Gut gerechnet
Mathematik und die Grenzen des Universums: Wie Zahlen die Realität formen (oder nicht)
Die Mathematik ist eine großartige Sache. Seit Jahrtausenden hat sie sich ständig weiterentwickelt. Angefangen mit Pythagoras, der Regeln für die Winkel von Dreiecken erkannte, bis hin zur Integralrechnung hat sich viel getan. Mittlerweile kann fast jeder natürliche Vorgang vorausberechnet werden. Und wenn es doch noch hapert, dann nur aufgrund zu hoher Komplexität des Vorgangs. Mit leistungsfähigeren Rechnern ließe sich vermutlich das Verhalten jedes einzelnen Teilchens in einem Wirbelsturm berechnen. Wer hier Einspruch erhebt, will meist auf die Tatsache hinweisen, dass in einem Wirbelsturm noch zu viele Konstanten unbekannt wären und so kein präzises Ergebnis erwartet werden könne. Der Einwand ist berechtigt, auf die Mathematik selbst fällt dabei jedoch kein Schatten. Wären die Konstanten bekannt, würde die Mathematik den Rest schon erledigen.

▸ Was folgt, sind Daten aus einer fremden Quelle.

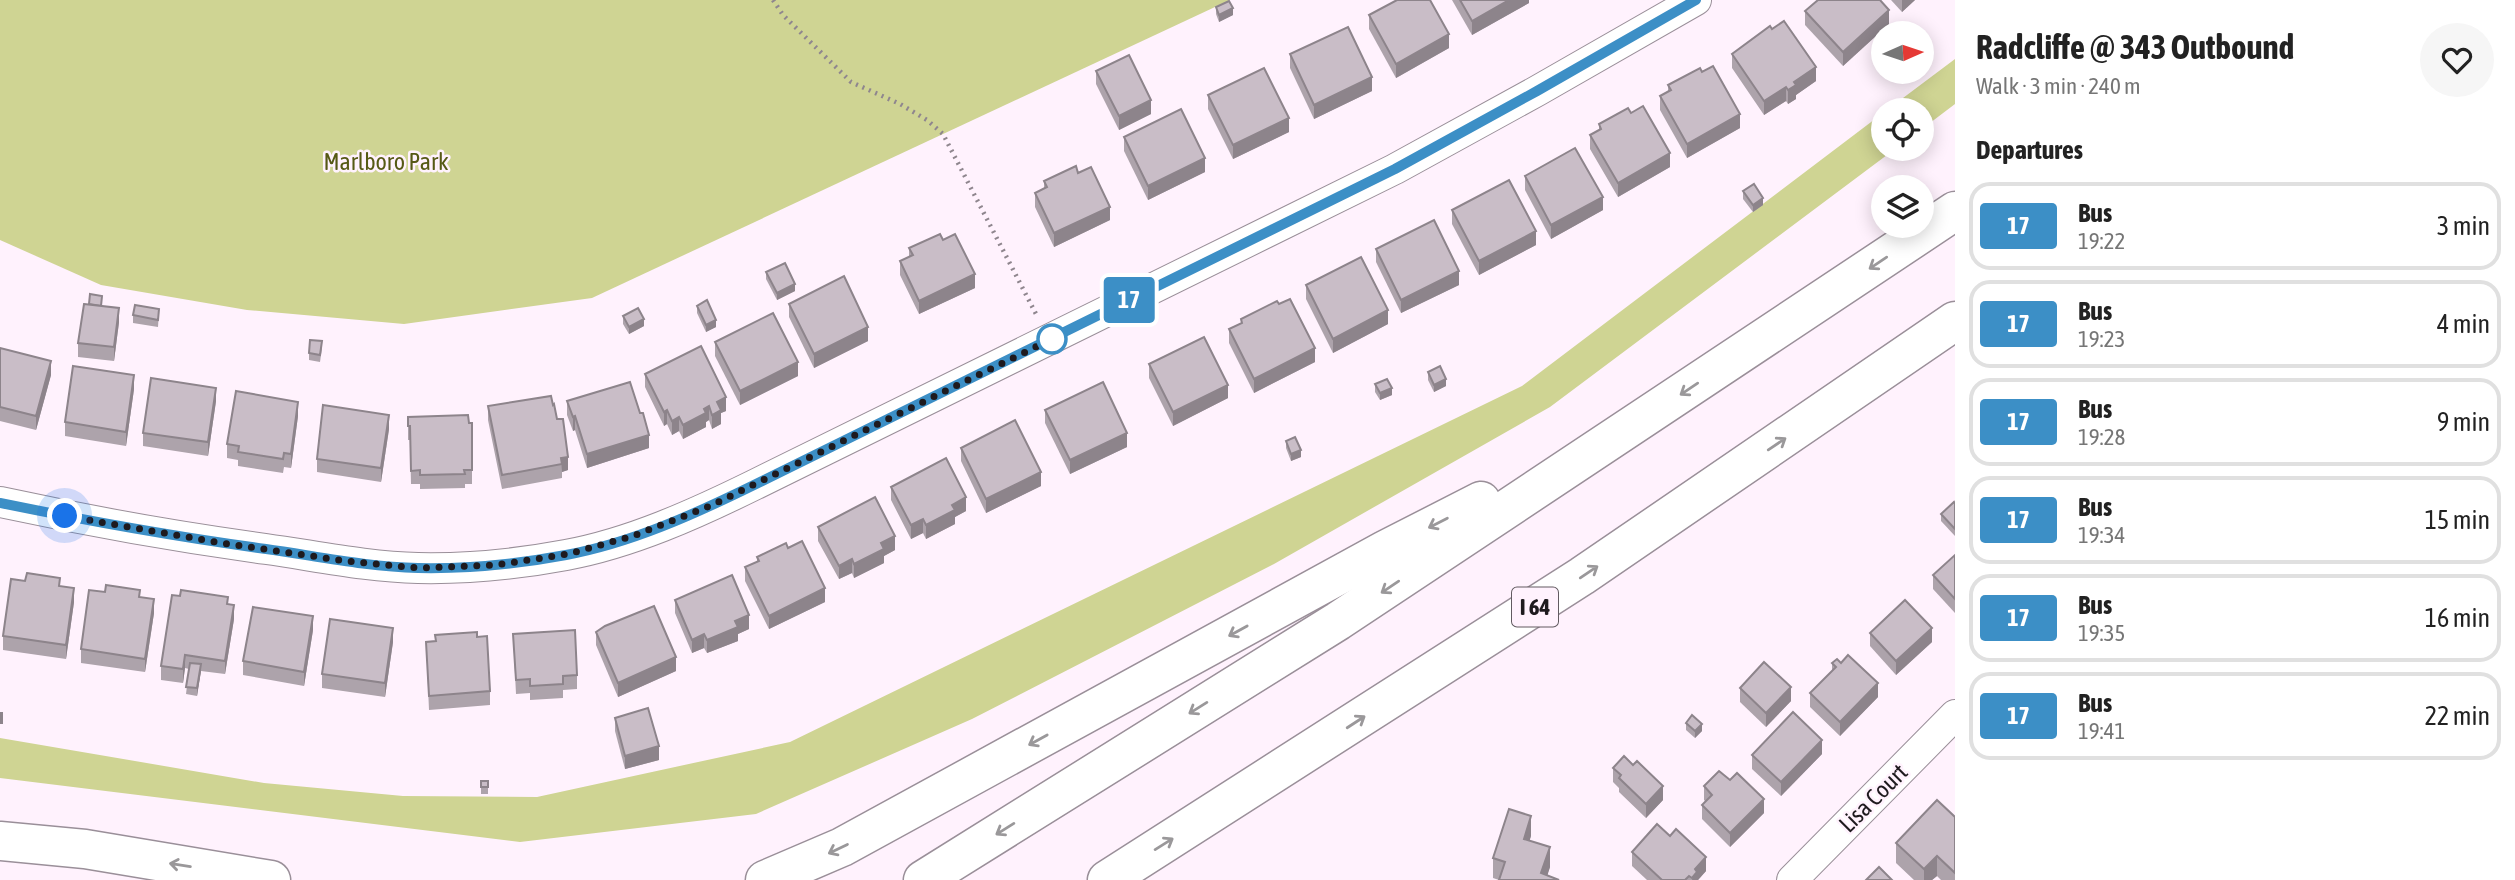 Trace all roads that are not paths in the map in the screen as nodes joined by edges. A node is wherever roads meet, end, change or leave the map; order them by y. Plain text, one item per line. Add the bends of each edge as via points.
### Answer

Das Wesen der Mathematik ist schwer zu fassen. Ihre Regeln scheinen in der Natur selbst gegründet zu sein. Sie gelten überall und immer. Der letzte Winkel des Universums, der noch nie in das Blickfeld eines Teleskops gerückt ist, folgt trotzdem ihren Regeln. Auch weit hinter der Magellanschen Wolke ist eins und eins immer noch zwei. Und dabei ist die Mathematik nicht einmal wirklich existent. Nirgendwo sind diese allgemeingültigen Regeln hinterlegt. Sicher, auf der Erde stehen die Regeln in jedem Mathematikbuch. Aber woher weiß der explodierende Stern am Rande der Magellanschen Wolke, dass er die Temperatur seiner Supernova auf den mathematisch berechenbaren Wert von über 500 Milliarden Kelvin hochzuschrauben hat? Keine diesbezügliche Anfrage ist hierzu bei unseren Mathematikern eingegangen und doch beachten die Sterne dieses Universums unsere mathematischen Regeln.
Bitte nicht falsch verstehen, ich glaube nicht im Ernst, dass solche Prozesse vorher berechnet werden. Wer sollte das tun? Im Vergleich zu unseren mathematischen Modellen geschehen die Dinge in der Natur eben nicht nach mathematischen Regeln, sondern quasi von selbst aufgrund von Kräften, die auf die beteiligten Teilchen und Energien einwirken. Die Mathematik ist letztendlich nur eine Theorie, die die natürlichen Vorgänge beschreibt. Wie jede Theorie behält sie ihre Gültigkeit nur, solange sie nicht widerlegt worden ist. Erstaunlich, dass das in den letzten 3000 Jahren nicht gelungen ist. Die Mathematik muss schon ziemlich nah an den wirklichen Wirkprinzipien dieser Welt liegen.
Wenn aber natürliche Prozesse nicht der Mathematik folgen, woher weiß dann ein beliebiges Teilchen eines beliebigen Prozesses seinen nächsten Aufenthaltsort? Nehmen wir ein Photon, welches, ausgehend von der erwähnten Supernova, mit Lichtgeschwindigkeit auf uns zukommt. Stoppen wir dabei einfach einmal die Zeit. Das Photon befindet sich nun an einem bestimmten Punkt. Wenn ich die Zeit wieder starte, wechselt das Photon gemäß den auf es einwirkenden Kräften zum nächsten Punkt. Muss, damit dies geschehen kann, nicht irgendeine Art von Informationen auf das Photon einwirken, damit dieses nicht den falschen Punkt ansteuert? Muss nicht auch eine Kraft erst einmal zu wirken beginnen?
Passiert unser Photon auf seiner Reise durch das All zum Beispiel einen Batzen dunkler Materie, so wird seine Bahn, glaubt man den Astrophysikern, abgelenkt. Aber wenn die Lichtgeschwindigkeit doch die maximale denkbare Geschwindigkeit im Universum ist, wann soll die Information über den Grad der Ablenkung dann ausgetauscht werden? Müsste die Information dann nicht mit Überlichtgeschwindigkeit übertragen werden, um rechtzeitig wirken zu können? Und müsste unser Photon, durch die zurückliegenden Massen von dunkler Materie, dann nicht auch abgebremst werden? Gibt es eigentlich langsameres Licht???
Hier wird das Eis unter meinen Füßen doch langsam zu dünn. Ich könnte ja Harald Lesch fragen. Aber der würde sich vermutlich schlapp lachen.